Я был в квартире Эндре Ади [14] И не застал там никого. И все же, все же, бога ради, Не забывайте дом его. Ни полинялые диваны, Ни рамки в стиле «либерти», Венецианские стаканы, Цена их — бог не приведи! Не разрушайте дом поэта Среди корысти и беды, По случаю кончины света И всяческой белиберды. Свет отгорит и вспыхнет снова, Взойдут народы и падут, Но этого молитвослова На столике не создадут. И выцветший на фото локон, Очаровательный овал Из миллиона избран богом, Чтоб я его поцеловал. И, наконец, диванный валик, Где Ади умер молодым, Мне виден через тот хрусталик, Которым в вечность мы глядим. И нам понять доступно это, И выразить дана нам мощь, Приют поэта, дом поэта — Прихожая небесных рощ.

14

Э. Ади (1877–1919) — выдающийся венгерский поэт.
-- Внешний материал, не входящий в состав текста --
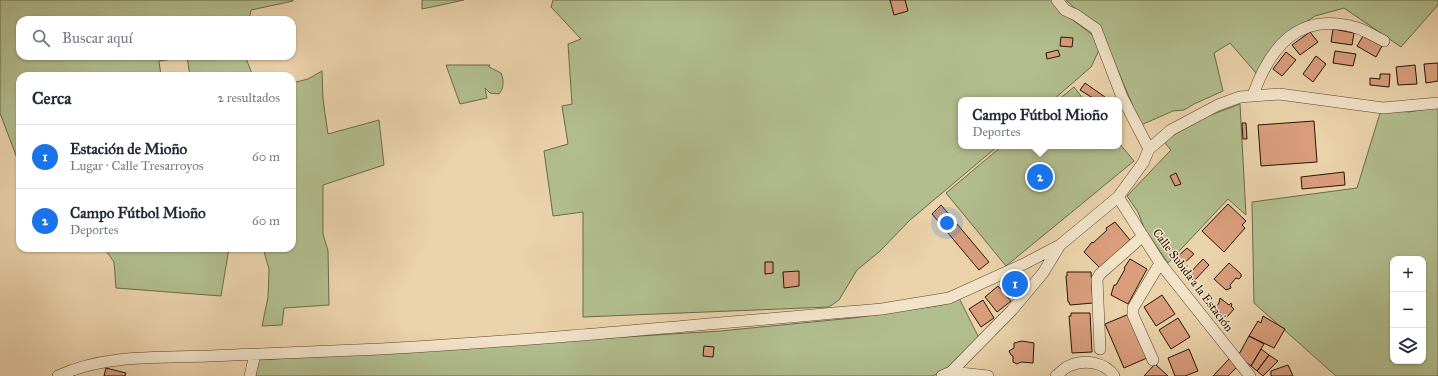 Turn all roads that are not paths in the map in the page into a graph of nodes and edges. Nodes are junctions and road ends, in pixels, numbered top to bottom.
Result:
1 (1057, 0) edge
2 (1384, 41) dead end
3 (1253, 95) junction
4 (1438, 103) edge
5 (1149, 150) junction
6 (1118, 197) junction
7 (1144, 236) junction
8 (1060, 245) junction
9 (1160, 263) junction
10 (1100, 349) dead end
11 (255, 354) junction
12 (1153, 360) dead end
13 (92, 364) junction
14 (946, 374) edge
15 (58, 376) edge
16 (90, 376) edge
17 (250, 376) edge
18 (988, 376) edge
19 (1056, 376) edge
20 (1114, 376) edge
21 (1250, 376) edge

1 - 5 street
2 - 3 street
3 - 4 street
3 - 5 street
5 - 6 street
6 - 7 street, Calle Subida a la Estación
6 - 8 street
7 - 9 street, Calle Subida a la Estación
7 - 10 street
8 - 11 street
8 - 14 street
9 - 12 street
9 - 21 street, Calle Subida a la Estación
11 - 13 street
11 - 17 street
13 - 15 street
13 - 16 street
14 - 18 street
19 - 20 street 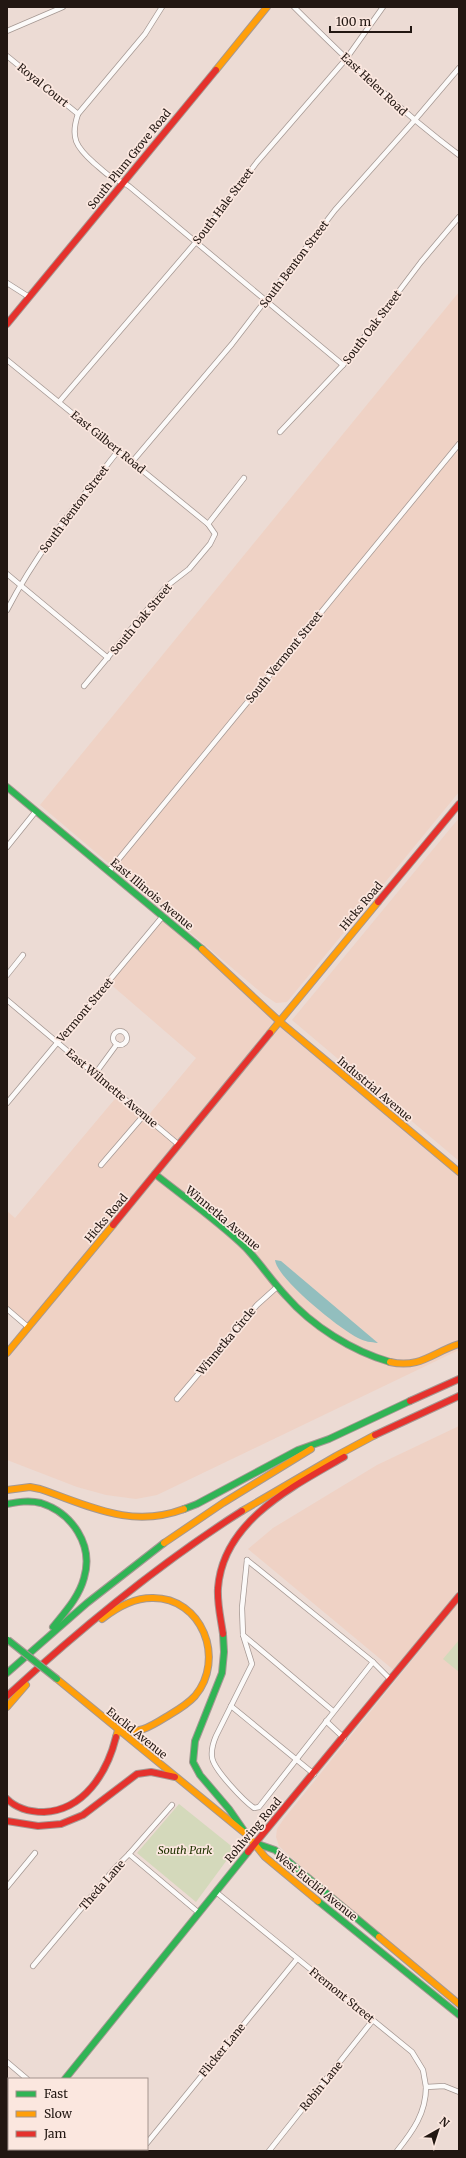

«Где следопыт в шинели каменной…»

Где следопыт в шинели каменной стоит на страже за римской храминой, где профсоюз стучит печатями, а лучший кровельщик бузит с девчатами, что перемазали наш домик в розовый, и он теперь-то и вовсе бросовый. Где я вбегал к тебе по лестнице, жене и неженке, своей прелестнице, и где ступенька доныне прогнута… О, будь удачлива и вечно проклята! За все и бывшее, за все небывшее, за все, оскомину до дна набившее, за все, что ты сказала, сделала, за то, что знала и что не ведала, за всю твою любовь-прощение и за предательское поручение — любить и звать тебя последним шепотом, катить по жизни гремучим ободом, прийти однажды на Мархлевского — смиренно, тихо, украдкой, ласково — сдать часовому и нож, и маузер, за то, что слезы я впотьмах размазывал, и врал, и верил, и звал отсюдова к северо-западу стыда подсудного, за то, что ты меня с поличным выдала на волю этого крутого идола, и за его допросы вежливые, за папиросы его насмешливые. За ваши козни окаянные, что отпустили без покаяния, круша известку притворным высверком, жить разрешили бездомным призраком.

БРЕСТСКИЙ МИР

В переулке Малом Левшинском, в доме стиля рококо Блюмкин жестом самым дружеским размахнулся широко. И павлины на плафоне поглядели на него, Мирбах в шелковом пластроне не заметил ничего. Не успели немцы чинные, обитатели тех мест, и по этой же причине зря катался Троцкий в Брест. Изумленная прислуга опрокинула бокал, некто в сером от испуга необдуманно икал, А посол стоял безжизненный, наводя на строчки взгляд, потому что сам Дзержинский косо подписал мандат. Фридрих, Менцель, Тинторетто наблюдали со стены, ведь они-то знали: это — самый первый день войны. Кайзер шел на Украину, Черчилль крейсер торопил. Блюмкин адскую машину раскачал и отпустил. Он стоял в кожанке новой — мелитопольский еврей, Герострат темноголовый, хитроумный Одиссей. А на кухоньке убогой, поджимая камень губ, из тарелки неглубокой Ленин ел перловый суп. И глядела Немезида в зачерненное окно — было все уже убито, Все до срока решено. Даже гений Леонардо не сумел бы им помочь. Блюмкин бросился обратно, на Лубянку, в злую ночь. Что касается же Мирбаха — не осталось ничего. Только имя. Мир праху его! Все? Да, только и всего!